▶ [EXERCISE OBJECTIVE]
Show every line from the entries that follow which holds the word "IELA".

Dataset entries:
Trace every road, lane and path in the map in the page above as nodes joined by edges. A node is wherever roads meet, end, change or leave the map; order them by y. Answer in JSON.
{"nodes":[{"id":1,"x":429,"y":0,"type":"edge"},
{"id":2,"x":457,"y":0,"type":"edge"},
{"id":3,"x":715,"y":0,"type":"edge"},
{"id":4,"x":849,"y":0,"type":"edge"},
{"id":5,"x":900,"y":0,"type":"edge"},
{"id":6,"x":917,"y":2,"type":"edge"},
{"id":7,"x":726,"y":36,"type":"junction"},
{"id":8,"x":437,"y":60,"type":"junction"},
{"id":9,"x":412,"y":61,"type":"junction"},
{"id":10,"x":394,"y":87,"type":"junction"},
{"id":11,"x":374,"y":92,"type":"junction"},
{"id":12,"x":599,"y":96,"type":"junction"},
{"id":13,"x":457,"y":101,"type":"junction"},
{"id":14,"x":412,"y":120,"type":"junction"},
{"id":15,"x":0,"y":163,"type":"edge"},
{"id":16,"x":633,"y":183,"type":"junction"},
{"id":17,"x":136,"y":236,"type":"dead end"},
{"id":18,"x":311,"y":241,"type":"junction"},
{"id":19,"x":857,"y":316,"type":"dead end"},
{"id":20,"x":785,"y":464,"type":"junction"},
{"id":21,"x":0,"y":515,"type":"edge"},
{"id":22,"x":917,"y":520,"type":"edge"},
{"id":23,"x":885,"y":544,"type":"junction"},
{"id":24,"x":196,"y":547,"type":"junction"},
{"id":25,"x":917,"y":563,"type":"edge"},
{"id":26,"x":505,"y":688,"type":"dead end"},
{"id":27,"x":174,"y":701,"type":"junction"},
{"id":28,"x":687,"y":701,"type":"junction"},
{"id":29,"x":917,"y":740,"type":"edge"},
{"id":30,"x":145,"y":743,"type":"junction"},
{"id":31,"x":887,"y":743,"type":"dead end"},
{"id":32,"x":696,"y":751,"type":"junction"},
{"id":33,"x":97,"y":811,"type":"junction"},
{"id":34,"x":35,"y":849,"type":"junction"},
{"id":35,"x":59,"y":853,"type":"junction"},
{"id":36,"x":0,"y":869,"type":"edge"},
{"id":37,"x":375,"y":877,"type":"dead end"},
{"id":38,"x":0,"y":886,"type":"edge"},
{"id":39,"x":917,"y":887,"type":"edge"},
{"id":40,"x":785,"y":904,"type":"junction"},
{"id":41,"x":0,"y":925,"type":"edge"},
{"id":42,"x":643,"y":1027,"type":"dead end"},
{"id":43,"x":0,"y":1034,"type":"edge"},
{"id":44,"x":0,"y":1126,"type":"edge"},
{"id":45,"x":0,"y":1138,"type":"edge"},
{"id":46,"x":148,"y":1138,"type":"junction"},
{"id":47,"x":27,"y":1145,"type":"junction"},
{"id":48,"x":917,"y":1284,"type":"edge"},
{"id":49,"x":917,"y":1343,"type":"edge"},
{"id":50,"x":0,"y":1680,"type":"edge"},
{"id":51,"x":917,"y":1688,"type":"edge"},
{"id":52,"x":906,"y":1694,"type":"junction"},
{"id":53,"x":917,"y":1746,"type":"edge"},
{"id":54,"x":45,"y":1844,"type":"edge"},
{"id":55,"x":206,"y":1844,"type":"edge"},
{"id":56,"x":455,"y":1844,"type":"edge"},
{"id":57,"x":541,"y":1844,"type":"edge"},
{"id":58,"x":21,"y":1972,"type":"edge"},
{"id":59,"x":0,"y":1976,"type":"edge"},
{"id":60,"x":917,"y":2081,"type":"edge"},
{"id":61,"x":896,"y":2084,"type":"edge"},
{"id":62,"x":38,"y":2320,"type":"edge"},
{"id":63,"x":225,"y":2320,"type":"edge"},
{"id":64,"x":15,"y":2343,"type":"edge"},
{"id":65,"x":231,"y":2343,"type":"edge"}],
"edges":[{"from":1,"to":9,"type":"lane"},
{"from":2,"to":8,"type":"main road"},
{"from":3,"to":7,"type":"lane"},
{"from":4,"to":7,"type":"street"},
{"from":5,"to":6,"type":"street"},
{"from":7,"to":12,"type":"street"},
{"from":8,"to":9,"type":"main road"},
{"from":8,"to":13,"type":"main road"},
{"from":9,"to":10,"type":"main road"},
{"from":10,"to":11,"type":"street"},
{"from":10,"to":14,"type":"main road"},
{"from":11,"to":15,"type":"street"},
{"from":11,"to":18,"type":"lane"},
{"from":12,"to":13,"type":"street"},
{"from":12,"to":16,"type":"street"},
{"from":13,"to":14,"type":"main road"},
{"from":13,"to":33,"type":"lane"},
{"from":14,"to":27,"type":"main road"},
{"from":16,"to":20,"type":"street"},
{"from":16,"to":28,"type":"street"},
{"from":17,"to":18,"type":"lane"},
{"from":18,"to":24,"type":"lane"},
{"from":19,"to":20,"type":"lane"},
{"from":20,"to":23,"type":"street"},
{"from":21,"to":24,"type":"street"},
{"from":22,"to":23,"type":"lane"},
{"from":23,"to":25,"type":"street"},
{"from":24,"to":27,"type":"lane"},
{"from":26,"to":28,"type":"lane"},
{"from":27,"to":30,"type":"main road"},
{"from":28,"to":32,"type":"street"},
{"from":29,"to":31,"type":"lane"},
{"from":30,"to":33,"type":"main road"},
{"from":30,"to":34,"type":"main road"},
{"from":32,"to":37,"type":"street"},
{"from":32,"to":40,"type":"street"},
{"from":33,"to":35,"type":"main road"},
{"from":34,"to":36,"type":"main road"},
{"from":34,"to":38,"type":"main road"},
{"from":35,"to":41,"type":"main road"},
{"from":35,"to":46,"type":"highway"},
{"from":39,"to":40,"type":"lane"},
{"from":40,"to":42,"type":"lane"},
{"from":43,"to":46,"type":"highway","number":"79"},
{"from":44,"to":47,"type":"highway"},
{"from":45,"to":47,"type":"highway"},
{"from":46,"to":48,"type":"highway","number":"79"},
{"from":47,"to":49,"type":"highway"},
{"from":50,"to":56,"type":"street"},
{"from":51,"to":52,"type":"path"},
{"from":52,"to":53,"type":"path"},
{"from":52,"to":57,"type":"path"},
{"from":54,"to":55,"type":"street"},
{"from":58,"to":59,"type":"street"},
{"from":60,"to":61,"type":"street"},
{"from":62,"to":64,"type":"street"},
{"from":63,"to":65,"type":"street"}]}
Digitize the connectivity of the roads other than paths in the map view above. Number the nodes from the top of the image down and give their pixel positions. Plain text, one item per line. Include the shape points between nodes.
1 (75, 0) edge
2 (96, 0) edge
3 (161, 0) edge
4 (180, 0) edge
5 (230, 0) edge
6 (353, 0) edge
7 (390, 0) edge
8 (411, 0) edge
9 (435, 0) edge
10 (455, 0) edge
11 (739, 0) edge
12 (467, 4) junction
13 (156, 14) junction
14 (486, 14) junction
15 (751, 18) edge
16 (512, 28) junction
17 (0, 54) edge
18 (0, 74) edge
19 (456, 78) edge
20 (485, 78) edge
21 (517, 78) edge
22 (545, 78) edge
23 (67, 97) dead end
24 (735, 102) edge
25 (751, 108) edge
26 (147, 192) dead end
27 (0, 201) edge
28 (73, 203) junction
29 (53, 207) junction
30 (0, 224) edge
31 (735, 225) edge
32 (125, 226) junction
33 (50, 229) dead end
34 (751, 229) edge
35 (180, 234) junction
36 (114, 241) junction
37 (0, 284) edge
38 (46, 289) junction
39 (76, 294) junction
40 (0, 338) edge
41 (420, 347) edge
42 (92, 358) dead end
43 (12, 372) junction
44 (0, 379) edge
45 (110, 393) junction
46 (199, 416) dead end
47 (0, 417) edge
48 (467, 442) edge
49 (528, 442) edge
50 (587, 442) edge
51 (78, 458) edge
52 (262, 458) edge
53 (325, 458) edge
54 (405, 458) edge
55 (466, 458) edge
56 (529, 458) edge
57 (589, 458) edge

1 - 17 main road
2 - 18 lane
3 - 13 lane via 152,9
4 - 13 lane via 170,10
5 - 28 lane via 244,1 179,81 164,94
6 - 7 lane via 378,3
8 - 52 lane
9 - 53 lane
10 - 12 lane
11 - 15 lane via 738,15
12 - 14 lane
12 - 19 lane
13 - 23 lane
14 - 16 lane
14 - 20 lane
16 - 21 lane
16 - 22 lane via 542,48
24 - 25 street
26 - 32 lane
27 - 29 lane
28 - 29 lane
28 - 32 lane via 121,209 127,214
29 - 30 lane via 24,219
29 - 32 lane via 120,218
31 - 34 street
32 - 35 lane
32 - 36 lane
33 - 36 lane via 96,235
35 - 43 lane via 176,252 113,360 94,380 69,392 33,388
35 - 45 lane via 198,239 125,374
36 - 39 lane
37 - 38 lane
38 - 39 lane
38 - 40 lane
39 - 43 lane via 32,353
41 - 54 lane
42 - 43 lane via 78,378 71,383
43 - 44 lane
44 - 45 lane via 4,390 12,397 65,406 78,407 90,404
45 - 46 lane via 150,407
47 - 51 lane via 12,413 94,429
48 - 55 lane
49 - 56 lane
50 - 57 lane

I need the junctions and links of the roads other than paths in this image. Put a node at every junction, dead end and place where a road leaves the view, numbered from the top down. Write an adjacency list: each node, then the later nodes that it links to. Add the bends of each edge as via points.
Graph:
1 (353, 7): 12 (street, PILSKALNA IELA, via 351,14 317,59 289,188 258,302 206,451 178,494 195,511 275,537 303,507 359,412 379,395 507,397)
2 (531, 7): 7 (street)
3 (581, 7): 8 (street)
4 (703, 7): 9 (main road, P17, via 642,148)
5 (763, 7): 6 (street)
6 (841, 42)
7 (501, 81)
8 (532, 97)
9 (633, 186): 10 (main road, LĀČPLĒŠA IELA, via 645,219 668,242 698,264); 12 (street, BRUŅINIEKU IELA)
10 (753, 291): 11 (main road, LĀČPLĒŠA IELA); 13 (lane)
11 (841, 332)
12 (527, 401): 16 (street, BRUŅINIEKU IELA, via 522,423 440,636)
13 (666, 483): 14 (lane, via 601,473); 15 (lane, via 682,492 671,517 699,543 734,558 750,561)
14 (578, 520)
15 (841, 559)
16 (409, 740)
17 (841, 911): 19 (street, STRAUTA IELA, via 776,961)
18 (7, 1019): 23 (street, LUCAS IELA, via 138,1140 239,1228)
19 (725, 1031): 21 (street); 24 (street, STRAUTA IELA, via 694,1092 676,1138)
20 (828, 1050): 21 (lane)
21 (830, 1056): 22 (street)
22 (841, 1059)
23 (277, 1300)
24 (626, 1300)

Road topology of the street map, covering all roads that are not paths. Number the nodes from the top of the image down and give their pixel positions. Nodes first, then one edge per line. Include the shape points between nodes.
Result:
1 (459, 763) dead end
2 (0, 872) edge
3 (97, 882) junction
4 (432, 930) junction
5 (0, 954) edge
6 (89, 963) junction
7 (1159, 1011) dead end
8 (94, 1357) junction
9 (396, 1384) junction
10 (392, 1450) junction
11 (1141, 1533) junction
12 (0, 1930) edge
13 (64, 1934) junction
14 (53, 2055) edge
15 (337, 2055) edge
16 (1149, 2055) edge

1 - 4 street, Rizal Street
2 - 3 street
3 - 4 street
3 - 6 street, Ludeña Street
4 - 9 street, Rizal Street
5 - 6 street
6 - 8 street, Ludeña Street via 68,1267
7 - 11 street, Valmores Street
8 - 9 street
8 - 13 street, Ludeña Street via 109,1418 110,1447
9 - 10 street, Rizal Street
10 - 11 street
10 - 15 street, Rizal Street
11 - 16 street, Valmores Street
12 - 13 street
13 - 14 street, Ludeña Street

▶ [SOLUTION TO THE PROBLEM]
1 (353, 7): 12 (street, PILSKALNA IELA, via 351,14 317,59 289,188 258,302 206,451 178,494 195,511 275,537 303,507 359,412 379,395 507,397)
9 (633, 186): 10 (main road, LĀČPLĒŠA IELA, via 645,219 668,242 698,264); 12 (street, BRUŅINIEKU IELA)
10 (753, 291): 11 (main road, LĀČPLĒŠA IELA); 13 (lane)
12 (527, 401): 16 (street, BRUŅINIEKU IELA, via 522,423 440,636)
17 (841, 911): 19 (street, STRAUTA IELA, via 776,961)
18 (7, 1019): 23 (street, LUCAS IELA, via 138,1140 239,1228)
19 (725, 1031): 21 (street); 24 (street, STRAUTA IELA, via 694,1092 676,1138)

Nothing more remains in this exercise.